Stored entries
——

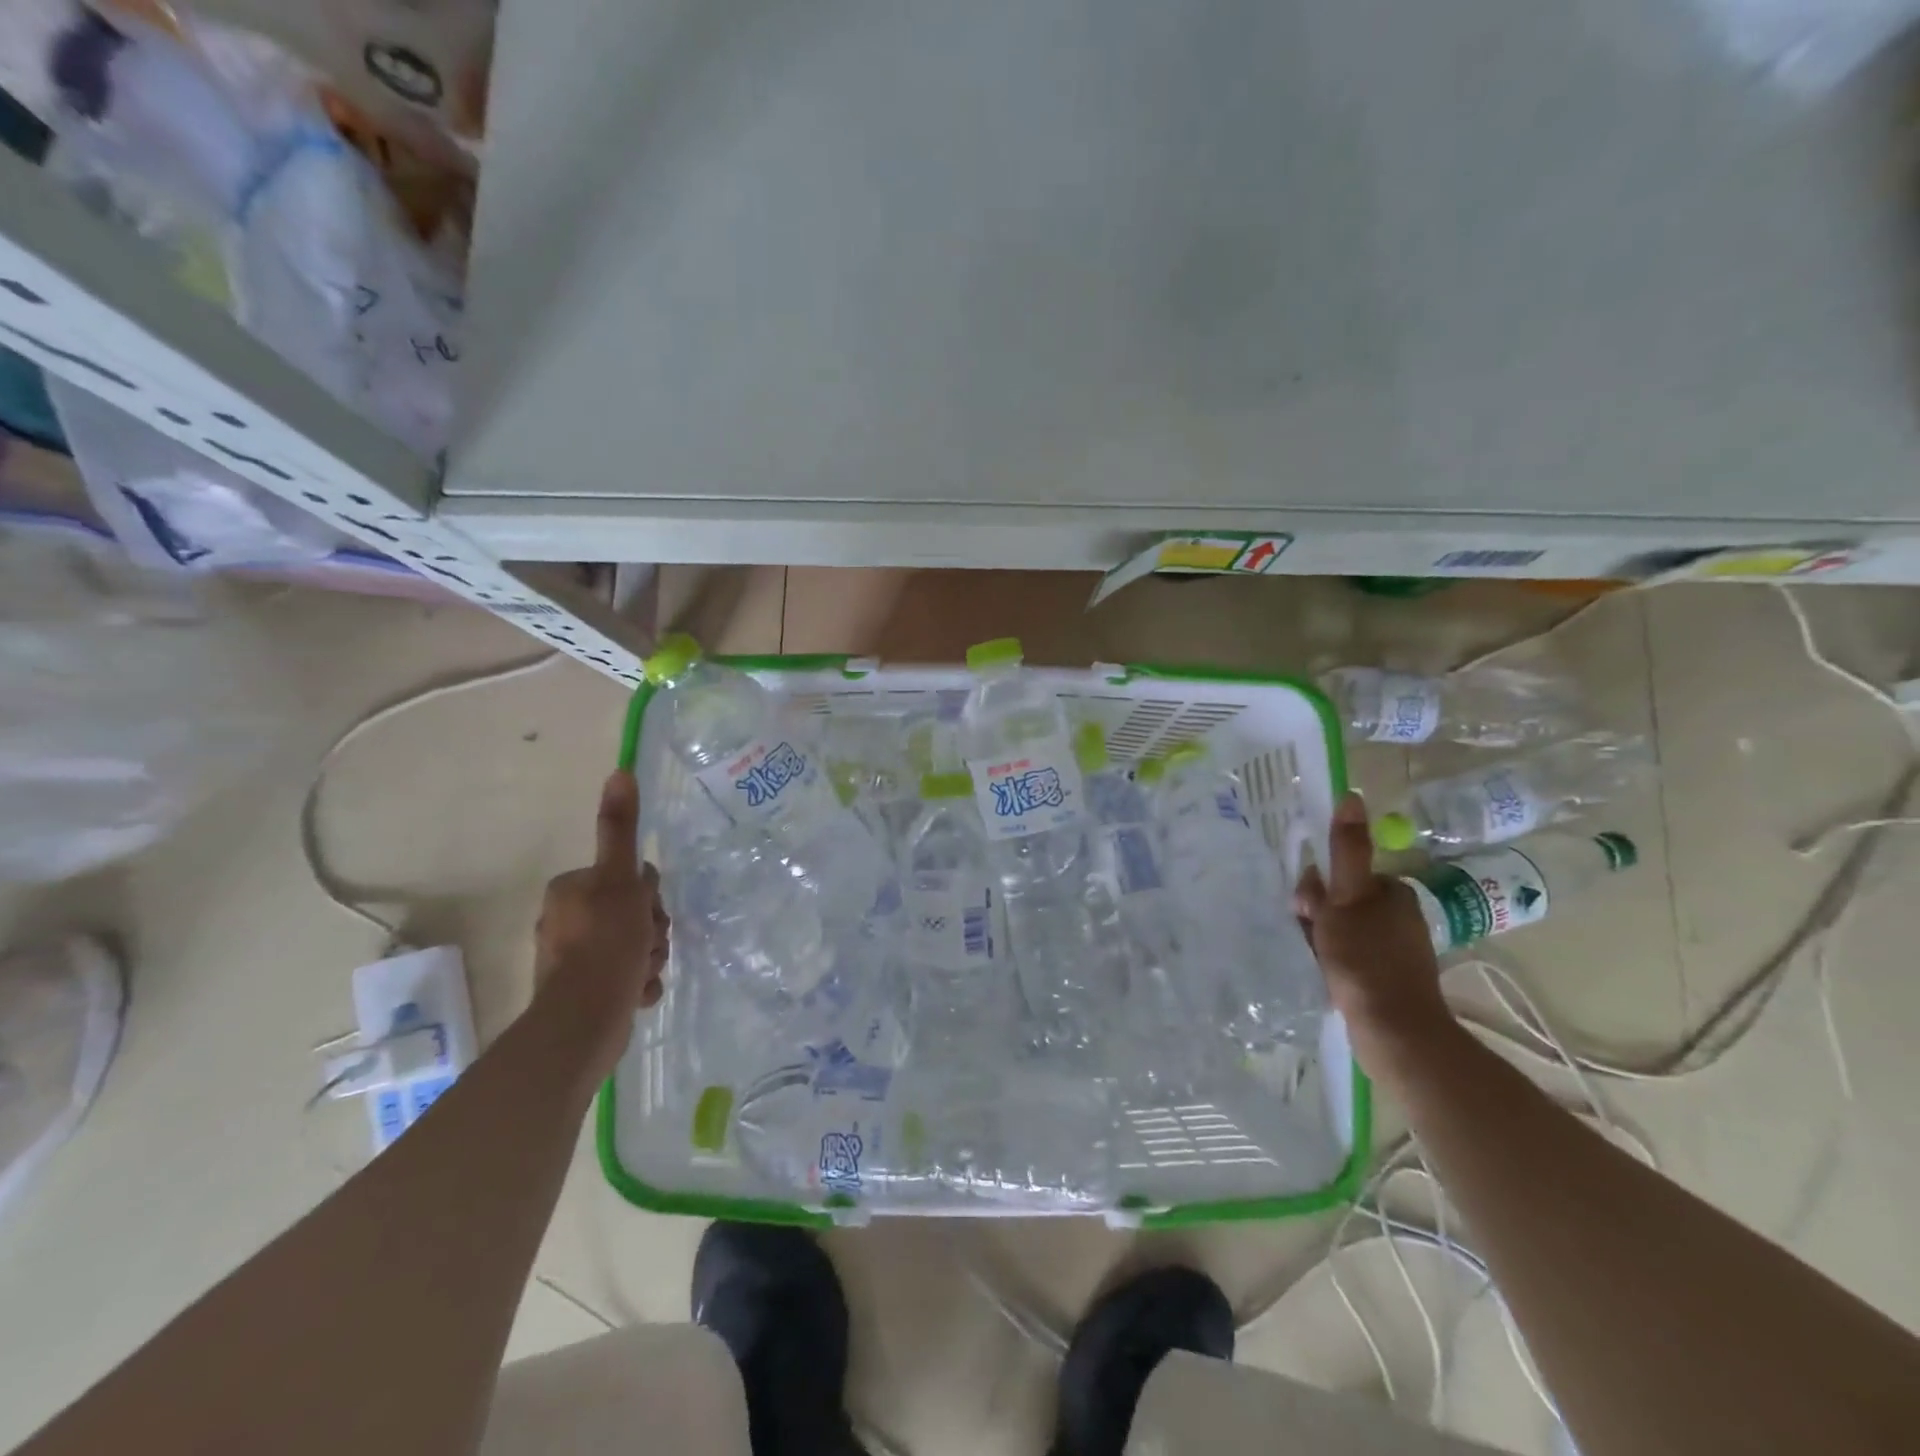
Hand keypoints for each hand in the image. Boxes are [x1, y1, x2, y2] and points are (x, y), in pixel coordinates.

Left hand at [534, 772, 669, 1073]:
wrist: (584, 1021)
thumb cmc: (606, 944)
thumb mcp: (620, 880)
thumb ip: (620, 829)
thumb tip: (619, 771)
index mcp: (572, 890)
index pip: (630, 879)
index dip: (648, 897)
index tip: (647, 915)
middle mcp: (567, 919)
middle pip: (634, 913)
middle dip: (651, 932)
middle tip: (648, 946)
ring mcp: (573, 959)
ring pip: (634, 945)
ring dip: (649, 958)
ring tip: (642, 974)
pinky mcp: (582, 991)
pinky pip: (625, 976)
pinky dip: (637, 983)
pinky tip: (637, 992)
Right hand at [1296, 791, 1456, 1079]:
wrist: (1395, 1032)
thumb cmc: (1365, 959)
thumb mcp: (1346, 898)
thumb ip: (1346, 850)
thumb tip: (1352, 795)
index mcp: (1393, 892)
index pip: (1342, 874)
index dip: (1317, 889)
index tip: (1305, 909)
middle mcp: (1400, 916)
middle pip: (1341, 902)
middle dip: (1317, 917)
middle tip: (1309, 938)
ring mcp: (1398, 950)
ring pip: (1343, 931)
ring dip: (1322, 941)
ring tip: (1316, 961)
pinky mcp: (1393, 979)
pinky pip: (1353, 958)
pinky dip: (1335, 963)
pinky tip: (1327, 977)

——

▶ **ABOUT THIS EXERCISE**
From the line containing "index tip: (647, 915)" down to the last line, reproduce the records exactly. Include both ends.

▶ **EXPECTED ANSWER**
index tip: (647, 915)
middle mcp: (567, 919)
middle pip: (634, 913)
middle dip: (651, 932)
middle tip: (648, 946)
ring mcp: (573, 959)
ring pip: (634, 945)
ring dip: (649, 958)
ring tip: (642, 974)
pinky mcp: (582, 991)
pinky pip: (625, 976)
pinky dip: (637, 983)
pinky tip: (637, 992)
Right hand at [1296, 791, 1456, 1079]:
wrist: (1395, 1032)
thumb cmc: (1365, 959)
thumb mcp: (1346, 898)
thumb ip: (1346, 850)
thumb tip: (1352, 795)
index mcp: (1393, 892)
index pip: (1342, 874)
index dip: (1317, 889)
index tip: (1305, 909)
middle mcp: (1400, 916)
middle pip: (1341, 902)
middle dip: (1317, 917)
middle tip: (1309, 938)
ring mcp: (1398, 950)
ring pip: (1343, 931)
ring dip: (1322, 941)
ring tip: (1316, 961)
pinky mcp: (1393, 979)
pinky pip: (1353, 958)
pinky dip: (1335, 963)
pinky tip: (1327, 977)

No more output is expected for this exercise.